The madness of Abubakar Malami

The other day, Attorney-General Abubakar Malami appeared on Channels Television’s ‘Politics Today’ to declare southern governors’ ban on open grazing unconstitutional.
The Usmanu Danfodiyo University-trained lawyer argued that the ban “does not align with the provisions of the Constitution, hence it does not hold water.” If he had stopped it there, it would have been one of those interventions of his that would soon be forgotten by history and forgiven by man. He did a similar thing after the rollout of the Western Nigeria Security Network codenamed Operation Amotekun in January 2020. But the senior advocate of Nigeria went further.
“It is about constitutionality within the context of the freedoms expressed in our constitution,” he said. “Can you deny the rights of a Nigerian? For example, it is as good as saying, perhaps, maybe, the northern governors coming together to say they prohibit spare parts trading in the north. Does it hold water? Does it hold water for a northern governor to come and state expressly that he now prohibits spare parts trading in the north?”
Host Seun Okinbaloye should not have let the minister get away with that attempt to draw a moral equivalence between herdsmen and their cows and spare parts dealers. Mr Okinbaloye should have called Malami out for his “Biafran Boys” moment à la Justice Danladi of the Code of Conduct Tribunal. But since Seun Okinbaloye gave Abubakar Malami a free pass, it is up to us, Nigerians, to subject his illogical reasoning to public scrutiny.
For six years, the government of President Muhammadu Buhari has done nothing to deescalate the thorny issue of open grazing as the open sore of a nation, from which all other worms and venoms crawl out. For six years, Abubakar Malami and his principal have done nothing to address the need to restructure Nigeria, the nursery from which all the injustices in Nigeria germinate. They have shown how incredibly comfortable they are with the status quo that only guarantees a progressive disintegration of the core fabrics of Nigeria.
But the moment governors of southern states of Nigeria smelt the imminent revolt of their people and woke up from their slumber, the Buhari team quickly figured out that restructuring must start from the local government areas. They also realised that the right of Nigerians and their cattle to live free in any part of the country is sacrosanct.
Nigerians with just an ordinary West African School Certificate can understand without any difficulty the difference between traders buying and selling spare parts in shops and herders who march their cattle from North to South. Those who have never seen a law school in their lives can differentiate the constitutionally mandated rights of movement of citizens across Nigeria and the rights of herders and their cattle to crisscross the overpopulated countryside of southern Nigeria. They are conversant with the consequence of herders and their cattle stumbling across farmlands, destroying livelihoods, and instigating deadly conflicts that have inflamed ethnic sentiments and secessionist movements.
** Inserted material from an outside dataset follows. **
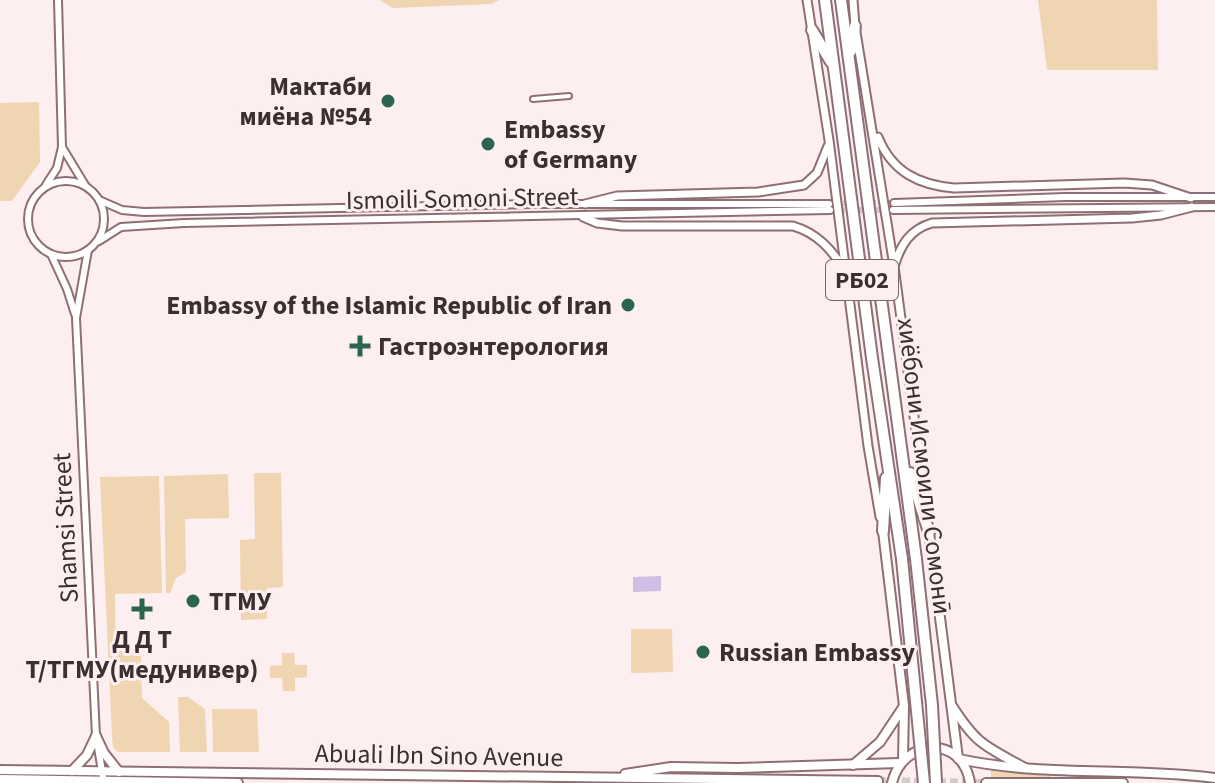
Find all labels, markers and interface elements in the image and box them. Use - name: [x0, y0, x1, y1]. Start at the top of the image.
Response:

Somehow, despite his education, Abubakar Malami had difficulty grasping those basic facts about our rights terminating at the very point where the rights of our fellow humans begin. Or maybe he does, but he is rather mischievously peddling archaic logic and pedestrian reasoning structured to fool the unenlightened amongst us. Whatever the driving force, it is disheartening that men like Malami are heading the affairs of 21st century Nigeria, a country of sophisticated men and women conversant with modern-day thinking and trends. Malami does not just shame high-flying Nigerians worldwide with his subpar thinking; he lowers the IQ of Nigerians at home looking up to him. These Nigerians think that his high-profile position reflects his possession of any iota of high profile faculty.
The greatest insult any lawyer will bring to the legal profession is to make his audience ask, “What do they teach them in law schools these days?” That is exactly what Nigeria’s Attorney General, Abubakar Malami, made millions of Nigerians wonder.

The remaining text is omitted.